## [Provided entries]
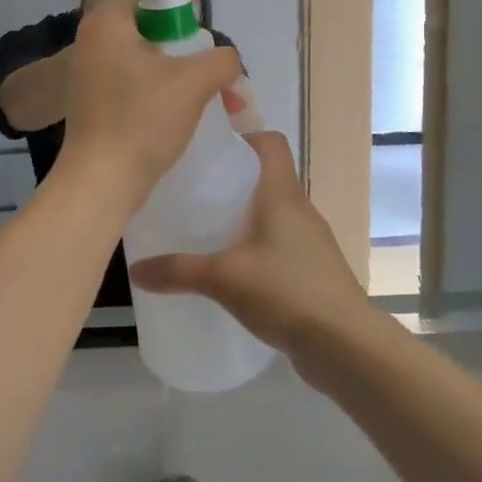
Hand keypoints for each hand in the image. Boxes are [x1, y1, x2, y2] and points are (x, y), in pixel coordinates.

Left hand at [57, 0, 242, 213]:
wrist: (102, 181)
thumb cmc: (143, 119)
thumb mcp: (195, 81)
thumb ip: (222, 59)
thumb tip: (227, 61)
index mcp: (106, 21)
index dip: (182, 8)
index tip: (204, 32)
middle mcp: (91, 40)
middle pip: (149, 28)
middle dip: (185, 45)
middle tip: (209, 65)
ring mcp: (88, 74)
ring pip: (144, 59)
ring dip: (177, 72)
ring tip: (205, 92)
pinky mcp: (93, 103)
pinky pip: (133, 84)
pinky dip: (158, 91)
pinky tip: (180, 111)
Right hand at [128, 131, 376, 360]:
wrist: (345, 345)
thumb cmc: (287, 291)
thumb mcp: (224, 278)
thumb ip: (178, 270)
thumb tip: (136, 269)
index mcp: (282, 193)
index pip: (270, 142)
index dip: (243, 136)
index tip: (209, 151)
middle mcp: (299, 209)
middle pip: (266, 177)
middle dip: (231, 181)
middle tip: (192, 192)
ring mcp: (309, 242)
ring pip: (272, 214)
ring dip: (243, 218)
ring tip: (204, 231)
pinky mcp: (312, 271)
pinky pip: (278, 246)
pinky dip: (255, 249)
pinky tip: (230, 272)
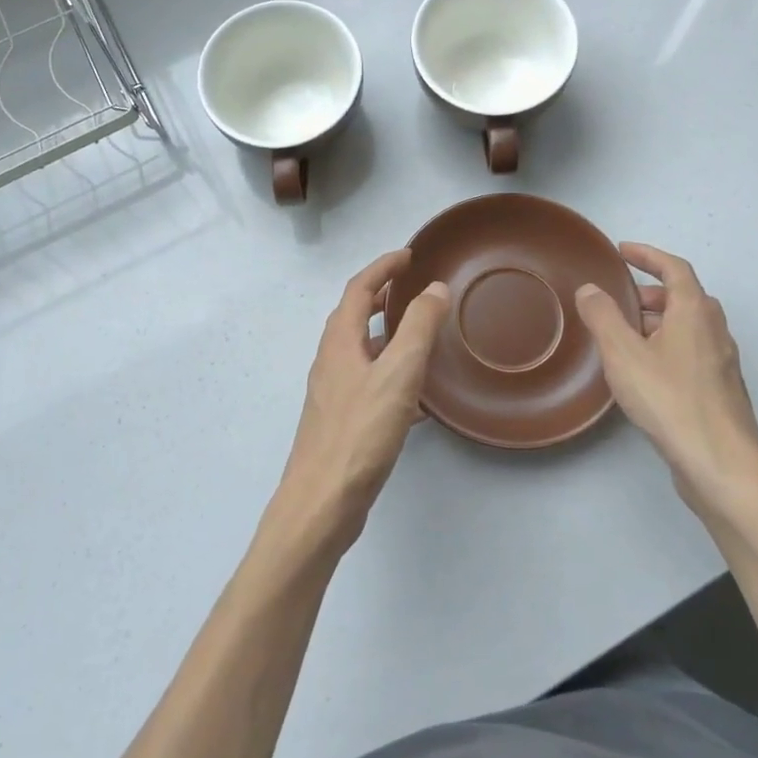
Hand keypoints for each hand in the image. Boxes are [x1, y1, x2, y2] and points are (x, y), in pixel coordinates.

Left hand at [273, 250, 450, 549]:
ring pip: (363, 351)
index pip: (358, 289)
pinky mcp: (342, 421)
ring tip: (421, 336)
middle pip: (355, 316)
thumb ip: (418, 327)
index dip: (383, 267)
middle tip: (415, 289)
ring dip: (388, 336)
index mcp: (339, 341)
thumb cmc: (360, 432)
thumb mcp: (398, 373)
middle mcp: (331, 361)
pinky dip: (393, 374)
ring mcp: (334, 393)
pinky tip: (418, 399)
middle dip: (383, 297)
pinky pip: (371, 383)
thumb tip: (435, 288)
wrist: (322, 502)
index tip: (409, 255)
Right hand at [575, 243, 757, 516]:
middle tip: (620, 300)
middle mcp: (715, 331)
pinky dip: (667, 347)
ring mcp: (722, 363)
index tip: (622, 251)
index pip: (674, 268)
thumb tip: (590, 289)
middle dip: (651, 292)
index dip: (647, 255)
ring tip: (625, 336)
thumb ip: (603, 316)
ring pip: (689, 328)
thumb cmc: (670, 400)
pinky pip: (692, 353)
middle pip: (684, 297)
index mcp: (695, 312)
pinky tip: (646, 373)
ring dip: (659, 322)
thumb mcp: (623, 353)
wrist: (721, 464)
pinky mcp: (721, 392)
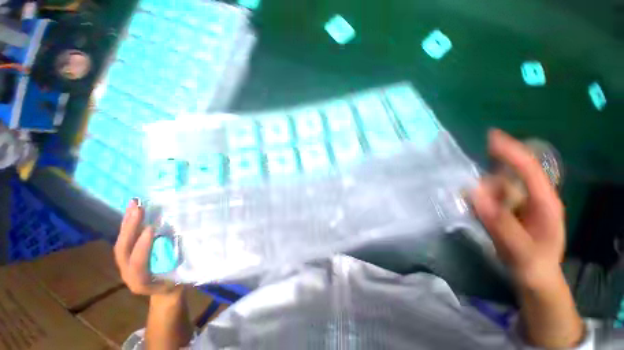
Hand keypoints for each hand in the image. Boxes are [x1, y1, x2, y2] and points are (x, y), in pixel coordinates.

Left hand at [114, 199, 181, 296]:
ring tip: (133, 204)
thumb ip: (178, 261)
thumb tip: (182, 240)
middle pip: (123, 251)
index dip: (142, 248)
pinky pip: (125, 239)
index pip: (137, 265)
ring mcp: (125, 264)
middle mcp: (128, 273)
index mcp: (141, 282)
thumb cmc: (177, 283)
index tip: (152, 229)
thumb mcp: (181, 276)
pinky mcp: (128, 256)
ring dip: (127, 223)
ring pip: (121, 243)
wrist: (165, 292)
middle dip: (130, 229)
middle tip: (139, 209)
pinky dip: (128, 224)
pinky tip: (133, 211)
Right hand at [470, 129, 564, 289]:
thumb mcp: (518, 248)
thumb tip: (473, 192)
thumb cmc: (532, 263)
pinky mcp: (508, 207)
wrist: (534, 275)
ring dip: (483, 199)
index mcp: (544, 202)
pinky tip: (482, 218)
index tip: (491, 137)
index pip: (529, 169)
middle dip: (489, 188)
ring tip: (486, 222)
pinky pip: (489, 197)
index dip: (511, 151)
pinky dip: (480, 203)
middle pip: (507, 178)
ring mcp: (519, 202)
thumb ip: (498, 221)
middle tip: (482, 210)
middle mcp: (532, 196)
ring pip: (495, 188)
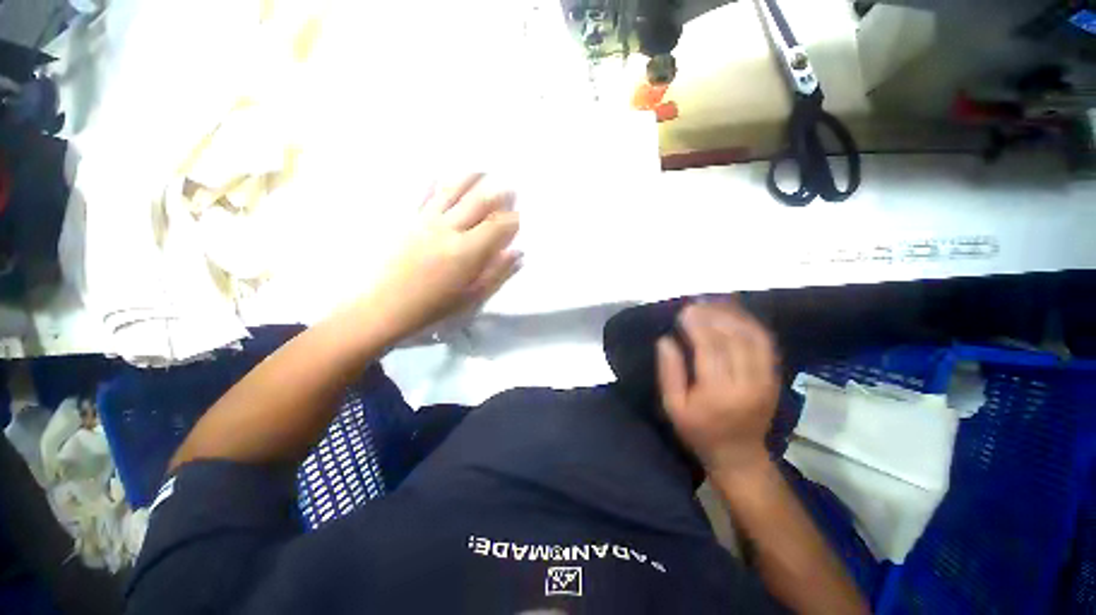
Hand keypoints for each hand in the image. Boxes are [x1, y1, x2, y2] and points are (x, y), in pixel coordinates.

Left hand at [366, 174, 519, 339]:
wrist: (383, 306)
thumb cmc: (433, 306)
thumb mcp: (472, 296)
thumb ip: (497, 272)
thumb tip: (517, 252)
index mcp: (467, 251)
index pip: (498, 225)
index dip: (513, 219)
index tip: (520, 217)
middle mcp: (449, 229)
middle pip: (478, 202)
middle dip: (498, 193)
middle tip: (510, 186)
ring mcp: (426, 221)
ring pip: (453, 191)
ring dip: (470, 178)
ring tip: (483, 170)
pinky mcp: (408, 220)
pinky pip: (424, 195)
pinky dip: (436, 183)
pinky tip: (442, 174)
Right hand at [657, 301, 779, 475]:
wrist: (739, 455)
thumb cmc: (699, 431)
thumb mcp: (673, 406)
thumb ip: (669, 372)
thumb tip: (666, 340)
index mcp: (718, 393)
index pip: (710, 349)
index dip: (697, 326)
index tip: (684, 312)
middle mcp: (747, 383)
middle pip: (734, 338)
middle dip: (713, 315)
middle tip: (695, 303)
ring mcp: (766, 379)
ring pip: (753, 336)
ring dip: (733, 315)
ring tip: (713, 302)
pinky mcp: (773, 377)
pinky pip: (765, 343)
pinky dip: (749, 323)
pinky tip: (734, 314)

## [What the task requires]
Begin at the first line of the listing and print each line exactly. Stop after the line containing "thumb cmc: (287, 291)", and omit all pictures.

## [Exercise answer]
Hand keypoints for each hand in the image. Boxes are [x1, y1, x2, y2] and points are (x, y), in pixel coordinates.

Left hand at [57, 0, 242, 213]:
wrist: (102, 181)
thumb cmc: (143, 119)
thumb mcp: (195, 81)
thumb ip: (222, 59)
thumb tip: (227, 61)
index mcp: (106, 21)
index dip: (182, 8)
index tip: (204, 32)
middle mcp: (91, 40)
middle pip: (149, 28)
middle dip: (185, 45)
middle tip: (209, 65)
ring mcp: (88, 74)
ring pip: (144, 59)
ring dip: (177, 72)
ring tip: (205, 92)
pinky mcp: (93, 103)
pinky pip: (133, 84)
pinky dip: (158, 91)
pinky tip: (180, 111)
Right hand at [128, 131, 376, 360]:
wrist: (345, 345)
thumb cmc: (287, 291)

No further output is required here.